Fire Emblem: Path of Radiance

Fire Emblem returns to a home console, after nearly ten years and three portable appearances … Back in style?

As usual, the dozens of missions that make up the playful experience in Fire Emblem are linked by a common thread that materializes in a plot of excellent workmanship. A key element of the saga has always been the maniacal and excellent characterization of the characters: a little lacking in the however exceptional The Sacred Stones (where the protagonists were really too perfect to be totally appreciated, unlike the unforgettable Eliwood, Hector and Lynn of the prequel or of the historians Roy and Marth already mentioned), in Path of Radiance it is instead an element of extreme importance, around which the plot itself revolves. At the center of the story there is in fact a war: the kingdom of Daein invades and practically razes the kingdom of Crimea to the ground, and in this sudden and unjustified battle a group of mercenaries is involved, and not even to say one of these – as well as a son of their commander – is our protagonist, Ike.
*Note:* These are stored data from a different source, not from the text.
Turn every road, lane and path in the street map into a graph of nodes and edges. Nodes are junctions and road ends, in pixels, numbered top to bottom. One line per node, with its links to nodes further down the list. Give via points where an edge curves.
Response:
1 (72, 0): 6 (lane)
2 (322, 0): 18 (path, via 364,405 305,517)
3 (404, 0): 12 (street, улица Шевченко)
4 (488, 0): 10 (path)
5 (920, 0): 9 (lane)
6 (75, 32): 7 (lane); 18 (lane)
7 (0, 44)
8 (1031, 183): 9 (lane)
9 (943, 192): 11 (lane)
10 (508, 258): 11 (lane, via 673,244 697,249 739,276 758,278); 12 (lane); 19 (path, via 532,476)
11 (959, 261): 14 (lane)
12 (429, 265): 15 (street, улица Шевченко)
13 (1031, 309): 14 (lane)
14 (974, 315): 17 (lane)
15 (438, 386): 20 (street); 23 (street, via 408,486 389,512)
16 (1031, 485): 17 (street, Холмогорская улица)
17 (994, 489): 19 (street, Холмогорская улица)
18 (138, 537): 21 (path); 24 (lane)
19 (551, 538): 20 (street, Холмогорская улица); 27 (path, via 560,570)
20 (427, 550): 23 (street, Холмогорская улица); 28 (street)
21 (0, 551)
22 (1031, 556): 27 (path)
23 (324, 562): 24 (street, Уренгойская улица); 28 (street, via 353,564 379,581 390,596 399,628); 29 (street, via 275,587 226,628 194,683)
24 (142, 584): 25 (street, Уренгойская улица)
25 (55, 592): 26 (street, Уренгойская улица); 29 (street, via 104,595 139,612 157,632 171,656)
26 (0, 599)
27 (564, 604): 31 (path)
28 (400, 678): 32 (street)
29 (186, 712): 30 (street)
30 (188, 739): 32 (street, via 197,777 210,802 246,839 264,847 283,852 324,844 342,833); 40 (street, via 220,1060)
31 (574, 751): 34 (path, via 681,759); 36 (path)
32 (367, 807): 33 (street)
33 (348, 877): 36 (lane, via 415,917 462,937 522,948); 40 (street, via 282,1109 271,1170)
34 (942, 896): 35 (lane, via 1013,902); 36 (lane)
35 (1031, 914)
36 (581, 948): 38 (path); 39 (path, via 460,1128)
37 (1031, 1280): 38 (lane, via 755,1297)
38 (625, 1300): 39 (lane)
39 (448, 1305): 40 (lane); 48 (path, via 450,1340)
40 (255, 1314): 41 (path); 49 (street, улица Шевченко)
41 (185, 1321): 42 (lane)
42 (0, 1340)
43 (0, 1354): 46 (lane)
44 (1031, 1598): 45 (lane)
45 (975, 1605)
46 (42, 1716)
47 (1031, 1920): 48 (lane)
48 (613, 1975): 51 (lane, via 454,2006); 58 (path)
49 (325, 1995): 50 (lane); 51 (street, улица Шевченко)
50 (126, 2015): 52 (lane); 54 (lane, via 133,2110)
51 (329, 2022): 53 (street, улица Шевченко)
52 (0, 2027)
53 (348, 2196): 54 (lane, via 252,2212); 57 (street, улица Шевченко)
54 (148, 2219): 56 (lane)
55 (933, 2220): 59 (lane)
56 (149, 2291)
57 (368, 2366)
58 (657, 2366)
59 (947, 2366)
Ike’s growth is a bit at the center of the narrative, as at the beginning of the game our hero is just a rookie, a novice soldier inexperienced and reckless, but in the end we will find ourselves taking the side of a brave leader. destined to fight for the salvation of the world. On the other hand, to make a plot that in itself does not spare as many unexpected twists as it is, there is also the presence of a strong moral component, given that the greatest threat looming over the world of this Fire In fact, racism is emblematic, as we will find ourselves dealing with two factions: the Beorc on one side, that is the very normal human beings, and the Laguz on the other, so called because of their werewolf ability to transform into beasts. With a conflict between two races dictated more by ignorance and prejudice and a handful of heroes who will have to join forces for the common good by trampling hatred for the different, it is clear that the simple war motive is nothing more than a piece of a much broader and more compelling narrative mosaic.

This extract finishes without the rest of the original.